Find the word "Extract" in the listing below, then return every line it appears in.

■ ■ ■ ■

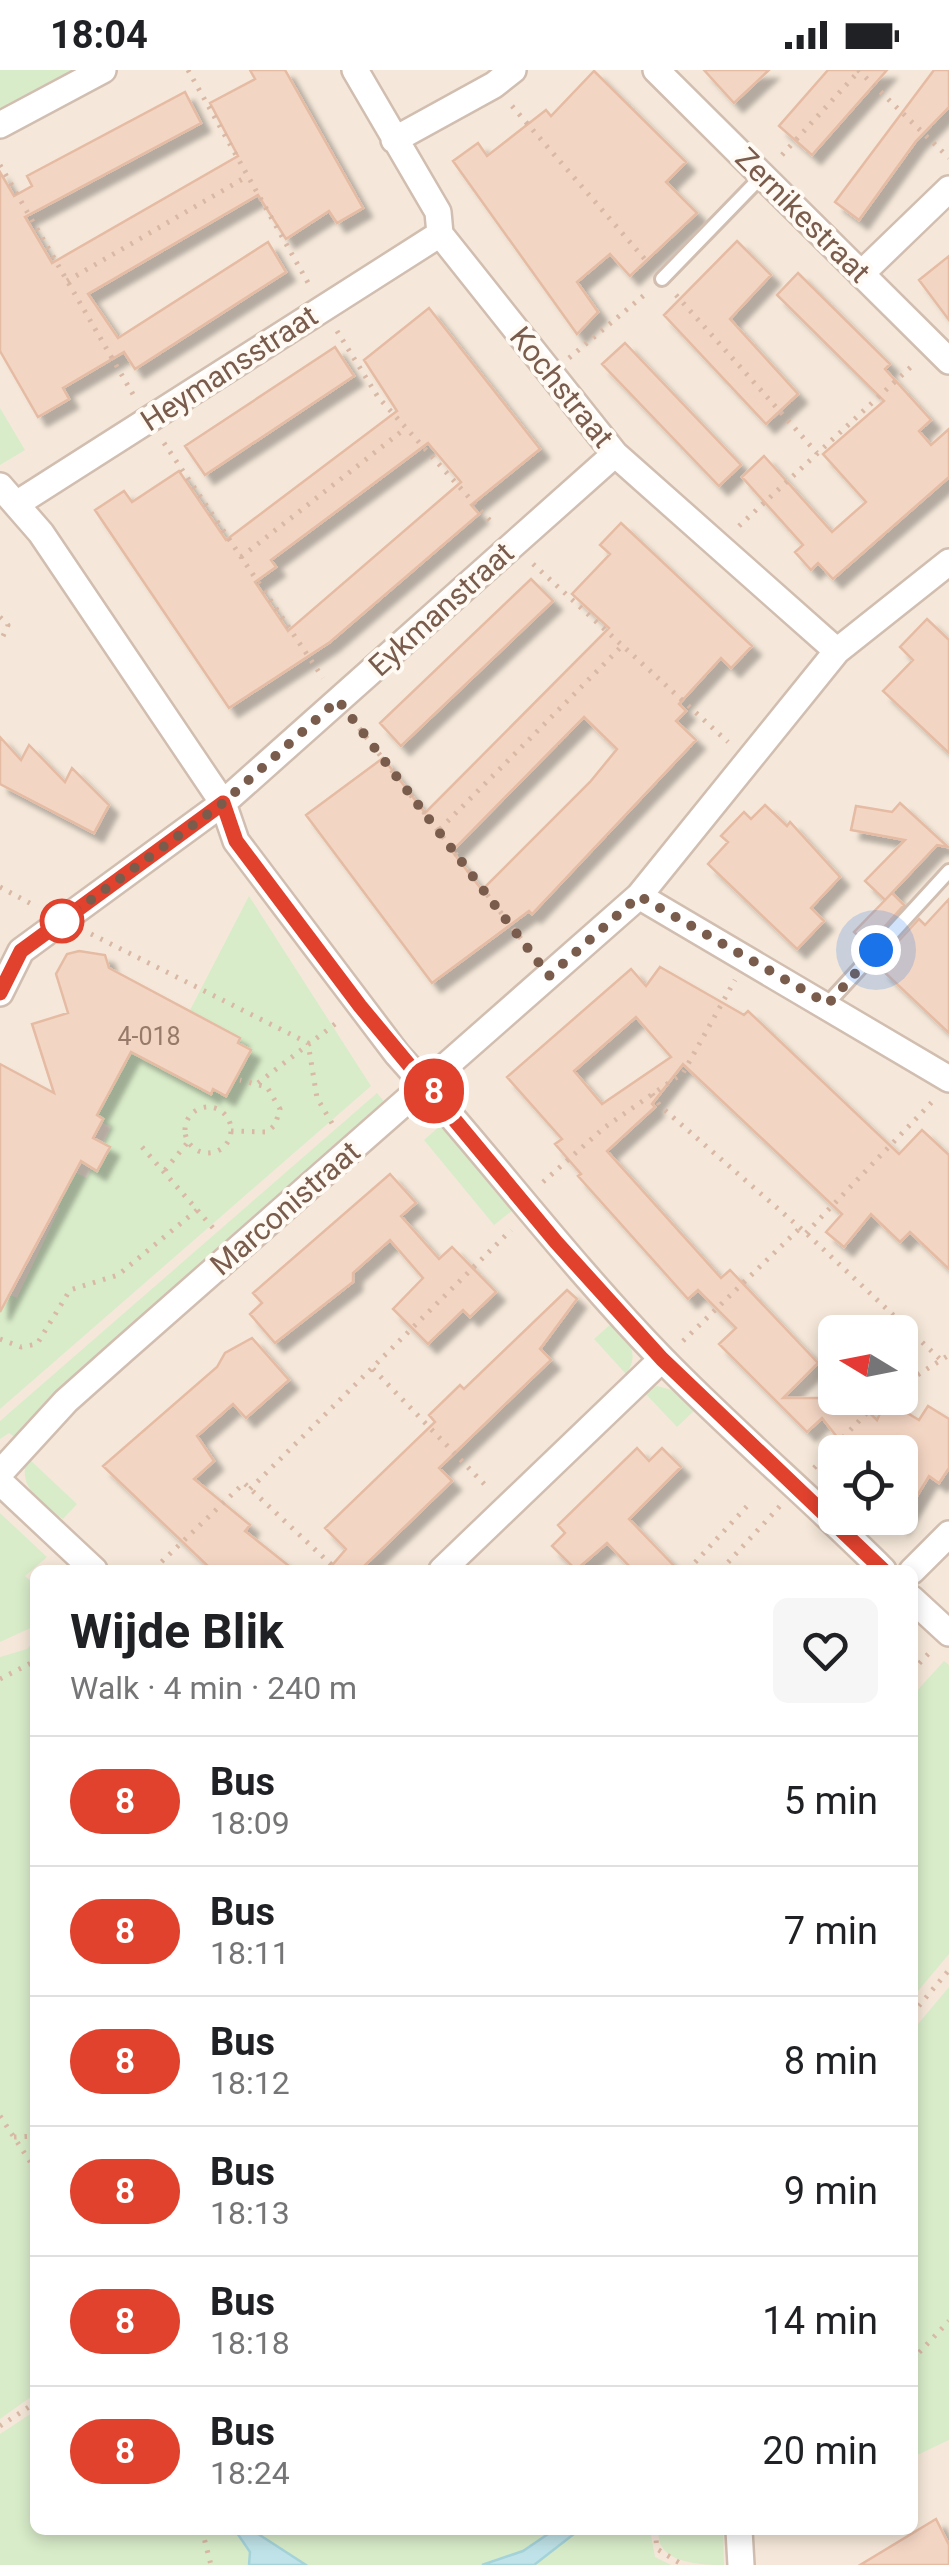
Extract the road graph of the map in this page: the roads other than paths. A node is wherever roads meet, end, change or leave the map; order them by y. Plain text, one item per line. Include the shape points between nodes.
1 (103, 70) edge
2 (355, 70) edge
3 (513, 70) edge
4 (663, 72) edge
5 (0, 125) edge
6 (394, 140) junction
7 (763, 176) junction
8 (949, 188) edge
9 (440, 234) junction
10 (861, 274) junction
11 (662, 279) road end
12 (941, 354) edge
13 (614, 454) junction
14 (9, 495) edge
15 (949, 562) edge
16 (837, 651) junction
17 (223, 803) junction
18 (949, 871) edge
19 (639, 896) junction
20 (10, 946) edge
21 (0, 993) edge
22 (828, 1004) junction
23 (428, 1084) junction
24 (942, 1088) edge
25 (662, 1359) junction
26 (0, 1473) edge
27 (0, 1482) edge
28 (949, 1534) edge
29 (89, 1565) edge
30 (447, 1565) edge
31 (878, 1565) edge
32 (918, 1565) edge
33 (918, 1605) edge
34 (949, 1633) edge
35 (740, 2535) edge
36 (741, 2565) edge

1 - 5 street
2 - 6 street, Kochstraat
3 - 6 street
4 - 7 street, Zernikestraat
6 - 9 street, Kochstraat via 438,212
7 - 10 street, Zernikestraat
7 - 11 lane
8 - 10 street
9 - 13 street, Kochstraat
9 - 14 street, Heymansstraat via 148,420
10 - 12 street, Zernikestraat
13 - 16 street, Kochstraat
13 - 17 street, Eykmanstraat
14 - 17 street
15 - 16 street, Marconistraat
16 - 19 street, Marconistraat
17 - 20 street, Eykmanstraat via 63,920
17 - 23 street via 236,841 397,1054
18 - 22 lane
19 - 22 street
19 - 23 street, Marconistraat
20 - 21 street
22 - 24 street
23 - 25 street
23 - 26 street, Marconistraat via 66,1402
25 - 30 street
25 - 31 street
27 - 29 street
28 - 32 street
33 - 34 street
35 - 36 street

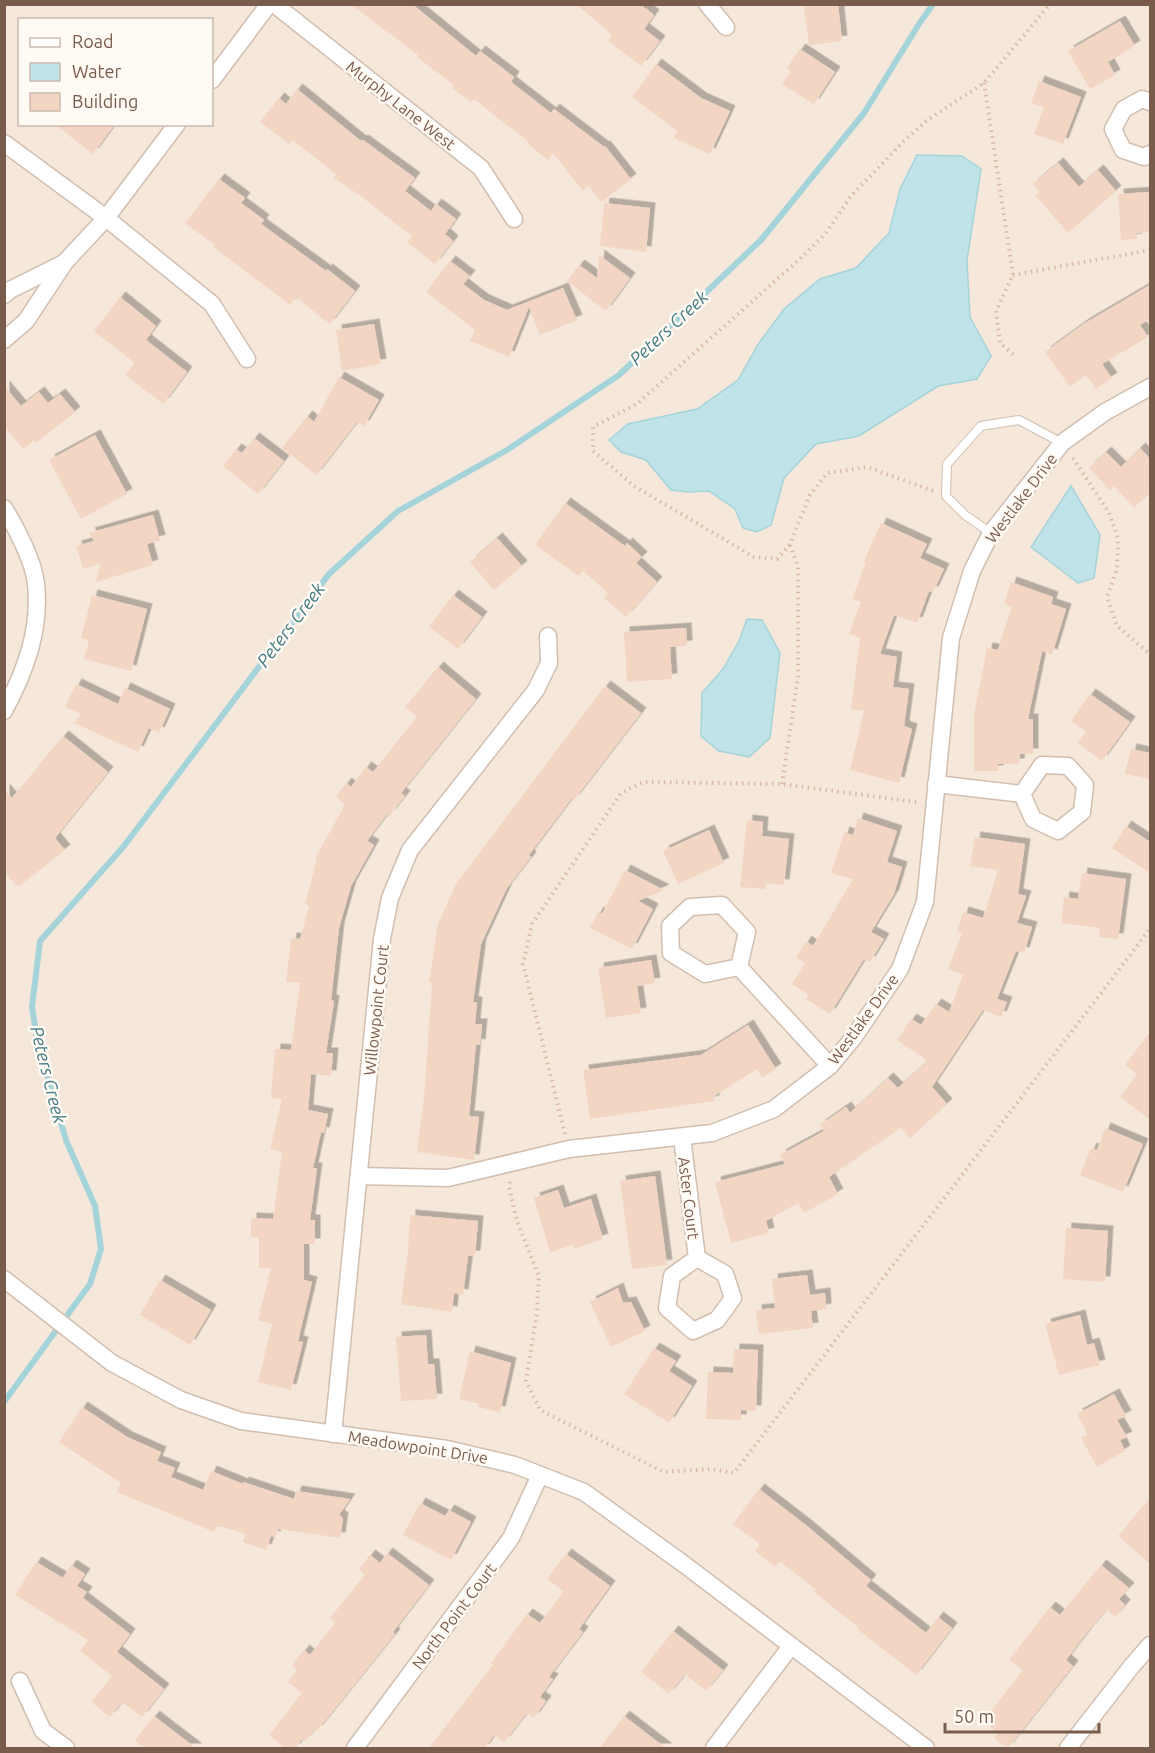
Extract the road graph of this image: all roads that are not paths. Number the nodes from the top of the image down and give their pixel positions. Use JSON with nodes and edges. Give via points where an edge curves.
{"nodes":[{"id":1,"x":269,"y":4,"type":"edge"},
{"id":2,"x":274,"y":4,"type":"edge"},
{"id":3,"x":707,"y":4,"type":"edge"},
{"id":4,"x":726,"y":27,"type":"dead end"},
{"id":5,"x":213,"y":79,"type":"edge"},
{"id":6,"x":1150,"y":102,"type":"edge"},
{"id":7,"x":175,"y":126,"type":"edge"},
{"id":8,"x":4,"y":143,"type":"edge"},
{"id":9,"x":1150,"y":154,"type":"edge"},
{"id":10,"x":106,"y":218,"type":"junction"},
{"id":11,"x":514,"y":219,"type":"dead end"},
{"id":12,"x":65,"y":262,"type":"junction"},
{"id":13,"x":4,"y":295,"type":"edge"},
{"id":14,"x":4,"y":340,"type":"edge"},
{"id":15,"x":247,"y":359,"type":"dead end"},
{"id":16,"x":1150,"y":387,"type":"edge"},
{"id":17,"x":1062,"y":443,"type":"junction"},
{"id":18,"x":4,"y":508,"type":"edge"},
{"id":19,"x":991,"y":533,"type":"junction"},
{"id":20,"x":548,"y":636,"type":"dead end"},
{"id":21,"x":4,"y":711,"type":"edge"},
{"id":22,"x":936,"y":784,"type":"junction"},
{"id":23,"x":1022,"y":794,"type":"dead end"},
{"id":24,"x":739,"y":967,"type":"junction"},
{"id":25,"x":830,"y":1066,"type":"junction"},
{"id":26,"x":682,"y":1137,"type":"junction"},
{"id":27,"x":359,"y":1176,"type":"junction"},
{"id":28,"x":697,"y":1258,"type":"junction"},
{"id":29,"x":4,"y":1279,"type":"edge"},
{"id":30,"x":333,"y":1434,"type":"junction"},
{"id":31,"x":540,"y":1475,"type":"junction"},
{"id":32,"x":1150,"y":1645,"type":"edge"},
{"id":33,"x":791,"y":1646,"type":"junction"},
{"id":34,"x":20,"y":1681,"type":"dead end"},
{"id":35,"x":66,"y":1749,"type":"edge"},
{"id":36,"x":355,"y":1749,"type":"edge"},
{"id":37,"x":714,"y":1749,"type":"edge"},
{"id":38,"x":926,"y":1749,"type":"edge"},
{"id":39,"x":1068,"y":1749,"type":"edge"}],
"edges":[{"from":1,"to":5,"type":"street"},
{"from":2,"to":11,"type":"street","name":"Murphy Lane West","via":[[481,168]]},
{"from":3,"to":4,"type":"street"},
{"from":6,"to":9,"type":"street","via":[[1142,99],[1124,109],[1113,129],[1124,150],[1144,157]]},
{"from":7,"to":10,"type":"street"},
{"from":8,"to":10,"type":"street"},
{"from":10,"to":12,"type":"street"},
{"from":10,"to":15,"type":"street","via":[[212,304]]},
{"from":12,"to":13,"type":"street"},
{"from":12,"to":14,"type":"street","via":[[26,321]]},
{"from":16,"to":17,"type":"street","name":"Westlake Drive"},
{"from":17,"to":19,"type":"street","name":"Westlake Drive"},
{"from":17,"to":19,"type":"lane","via":[[1018,420],[981,426],[947,464],[946,496]]},
{"from":18,"to":21,"type":"street","via":[[20,535],[36,583],[34,634],[21,678]]},
{"from":19,"to":22,"type":"street","name":"Westlake Drive","via":[[972,571],[951,638]]},
{"from":20,"to":27,"type":"street","name":"Willowpoint Court","via":[[549,663],[536,690],[410,850],[390,898],[382,939]]},
{"from":22,"to":23,"type":"street"},
{"from":22,"to":25,"type":"street","name":"Westlake Drive","via":[[925,902],[900,969]]},
{"from":24,"to":24,"type":"street","via":[[747,932],[722,905],[690,907],[670,926],[671,953],[705,974]]},
{"from":24,"to":25,"type":"street"},
{"from":25,"to":26,"type":"street","name":"Westlake Drive","via":[[774,1108],[712,1133]]},
{"from":26,"to":27,"type":"street","name":"Westlake Drive","via":[[569,1149],[448,1178]]},
{"from":26,"to":28,"type":"street","name":"Aster Court"},
{"from":27,"to":30,"type":"street","name":"Willowpoint Court"},
{"from":28,"to":28,"type":"street","name":"Aster Court","via":[[672,1276],[667,1308],[693,1331],[717,1320],[734,1298],[725,1274]]},
{"from":29,"to":30,"type":"street","name":"Meadowpoint Drive","via":[[112,1363],[181,1400],[241,1421]]},
{"from":30,"to":31,"type":"street","name":"Meadowpoint Drive","via":[[447,1449]]},
{"from":31,"to":33,"type":"street","name":"Meadowpoint Drive","via":[[584,1492]]},
{"from":31,"to":36,"type":"street","name":"North Point Court","via":[[511,1538]]},
{"from":32,"to":39,"type":"street"},
{"from":33,"to":37,"type":"street"},
{"from":33,"to":38,"type":"street","name":"Meadowpoint Drive"},
{"from":34,"to":35,"type":"street","via":[[43,1731]]}]}
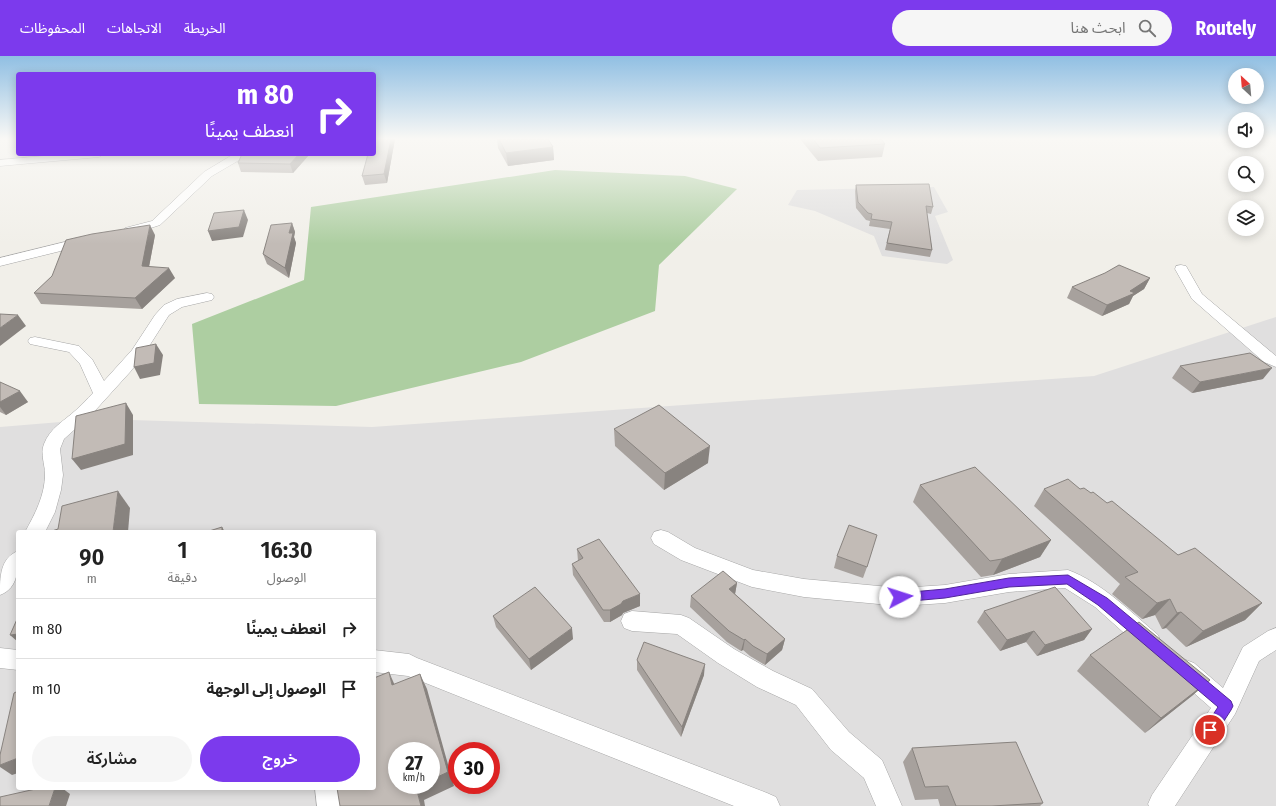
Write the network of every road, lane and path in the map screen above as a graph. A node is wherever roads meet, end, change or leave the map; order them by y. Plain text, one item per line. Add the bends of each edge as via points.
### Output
1 (208, 174) edge
2 (120, 233) edge
3 (99, 238) edge
4 (0, 262) edge
5 (1181, 268) dead end
6 (206, 297) dead end
7 (35, 341) dead end
8 (1276, 362) edge
9 (101, 393) junction
10 (36, 530) edge
11 (661, 538) dead end
12 (16, 562) edge
13 (0, 586) edge
14 (632, 621) dead end
15 (1276, 638) edge
16 (0, 658) edge
17 (16, 660) edge
18 (376, 661) edge
19 (1226, 706) junction
20 (328, 790) edge
21 (1159, 805) edge
22 (330, 806) edge
23 (767, 806) edge
24 (889, 806) edge

1 - 2 street via 156,223
3 - 4 street
5 - 8 street via 1197,296 1269,359
6 - 9 street via 169,308 137,354
7 - 9 street via 74,348 87,362
9 - 10 street via 52,444 52,491 47,510
11 - 19 street via 688,554 752,578 804,588 900,597 945,594 1009,583 1068,579 1102,601
12 - 13 street
14 - 24 street via 681,625 726,656 804,697 840,741 873,769
15 - 19 street via 1251,654
16 - 17 street
18 - 23 street via 408,665
19 - 21 street
20 - 22 street

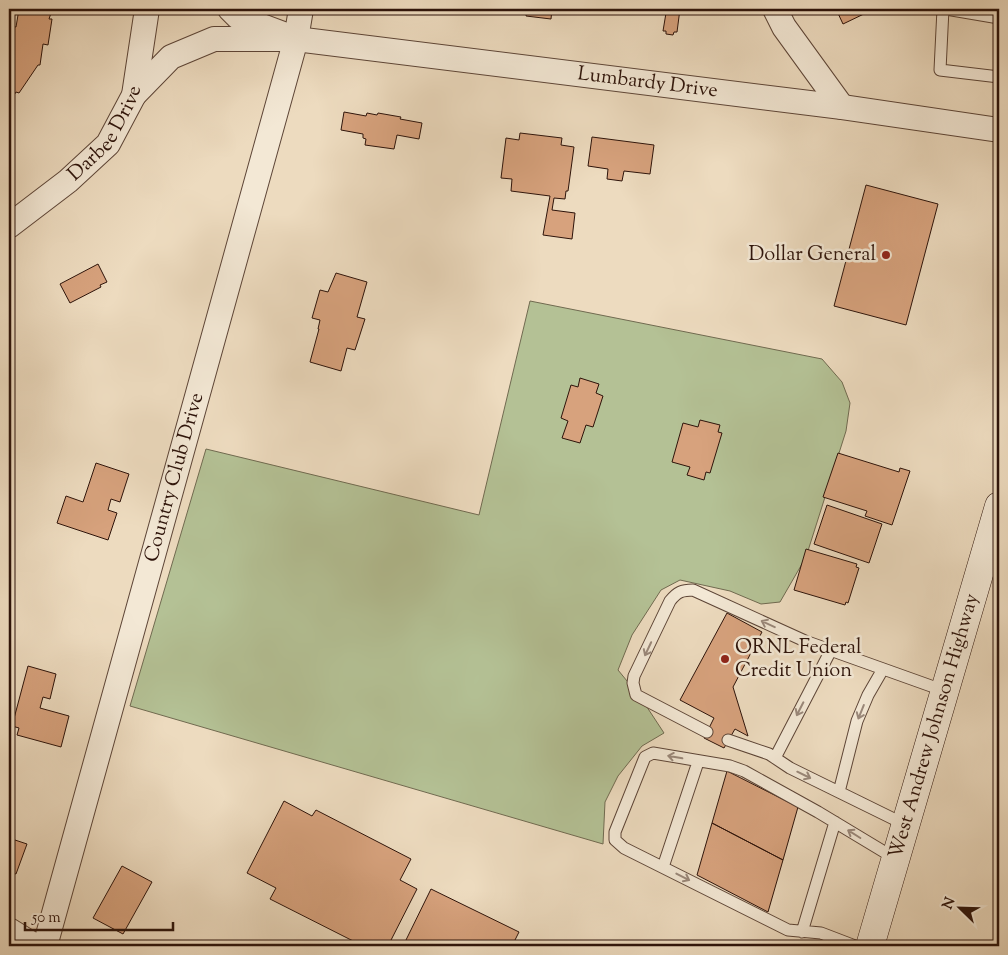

■ ■ ■ ■

- **Response to the exercise**
Extract the road graph of the map in this page: the roads other than paths. A node is wherever roads meet, end, change or leave the map; order them by y. Plain text, one item per line. Include the shape points between nodes.
Extract the road graph of this image: all roads that are not paths. Number the nodes from the top of the image down and give their pixel positions. Use JSON with nodes and edges. Give via points where an edge curves.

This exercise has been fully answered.